Happy Friday, ocean fans. It's almost spring, and a surfing alpaca exists in the world. Things are looking up.
Before we get to the week's best marine tidbits, an important announcement: Oceana board member Ted Danson will be answering questions live on CNN.com on April 1, so send your ocean queries in, stat!
Also, don't forget that today is the last day to take the Ocean IQ quiz for a chance to win prizes, including a trip with SEE Turtles.
This week in ocean news,
…Yes, CITES failed to deliver on bluefin tuna yesterday, but as Monterey Bay Aquarium’s Julie Packard pointed out, at least the conversation is changing. Bluefin is now in the same rhetorical realm as endangered land creatures such as tigers and elephants.
…Deep Sea News wrote a requiem for a robot -- the Autonomous Benthic Explorer (ABE) that was lost at sea last week during a research expedition to the Chilean Subduction Zone. On a recent dive, ABE had detected evidence of hydrothermal vents. At the time of its loss, ABE had just begun a second dive to home into a vent site and photograph it.
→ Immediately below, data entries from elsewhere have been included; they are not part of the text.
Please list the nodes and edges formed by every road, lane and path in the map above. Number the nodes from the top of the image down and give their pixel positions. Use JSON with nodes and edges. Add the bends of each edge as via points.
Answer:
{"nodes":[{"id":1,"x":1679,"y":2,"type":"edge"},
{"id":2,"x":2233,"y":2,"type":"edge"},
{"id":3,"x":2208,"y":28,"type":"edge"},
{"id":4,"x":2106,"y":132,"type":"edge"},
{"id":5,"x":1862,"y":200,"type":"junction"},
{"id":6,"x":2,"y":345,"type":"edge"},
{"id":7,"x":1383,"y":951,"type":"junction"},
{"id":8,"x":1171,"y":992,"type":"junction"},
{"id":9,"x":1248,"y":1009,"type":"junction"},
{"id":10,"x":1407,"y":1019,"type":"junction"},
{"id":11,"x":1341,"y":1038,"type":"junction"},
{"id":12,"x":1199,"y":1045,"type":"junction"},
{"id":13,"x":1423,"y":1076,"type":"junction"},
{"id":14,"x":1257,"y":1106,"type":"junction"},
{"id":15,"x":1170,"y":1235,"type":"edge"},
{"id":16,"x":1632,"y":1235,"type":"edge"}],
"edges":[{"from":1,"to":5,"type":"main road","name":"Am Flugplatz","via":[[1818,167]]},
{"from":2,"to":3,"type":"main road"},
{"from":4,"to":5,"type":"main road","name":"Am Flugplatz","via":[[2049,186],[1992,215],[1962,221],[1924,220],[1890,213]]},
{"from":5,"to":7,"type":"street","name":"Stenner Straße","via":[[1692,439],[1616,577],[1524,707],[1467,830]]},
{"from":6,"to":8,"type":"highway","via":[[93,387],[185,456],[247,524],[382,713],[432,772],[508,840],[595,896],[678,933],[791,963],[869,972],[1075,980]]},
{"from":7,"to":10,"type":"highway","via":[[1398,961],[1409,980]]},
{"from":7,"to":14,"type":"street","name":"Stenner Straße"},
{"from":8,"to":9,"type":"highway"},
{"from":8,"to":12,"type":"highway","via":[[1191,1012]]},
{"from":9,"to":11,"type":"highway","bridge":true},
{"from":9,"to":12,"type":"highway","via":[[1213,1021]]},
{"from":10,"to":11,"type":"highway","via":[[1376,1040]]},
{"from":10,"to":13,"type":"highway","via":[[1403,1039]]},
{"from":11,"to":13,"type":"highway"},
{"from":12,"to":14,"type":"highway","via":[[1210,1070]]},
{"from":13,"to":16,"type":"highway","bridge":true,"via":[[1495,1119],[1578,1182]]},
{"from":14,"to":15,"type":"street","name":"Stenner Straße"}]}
An urgent and disturbing news story came across my desk this week and I felt the need to share it. ROBOTS ARE TAKING OVER THE OCEAN! Maybe I am getting ahead of myself… let me back-peddle.
Oceans cover more than 70 percent of the Earth’s surface and the majority of them are unexplored. As oceanographer Robert Ballard put it on the Colbert Report last February, one year of NASA’s budget would be able to fund 1,600 years of NOAA’s exploration budget. Translation: There is a lot we don’t know about our own planet.
According to the Christian Science Monitor, the good folks over at Scripps Institution of Oceanography have been developing a way to explore and monitor the oceans. The solution: robots.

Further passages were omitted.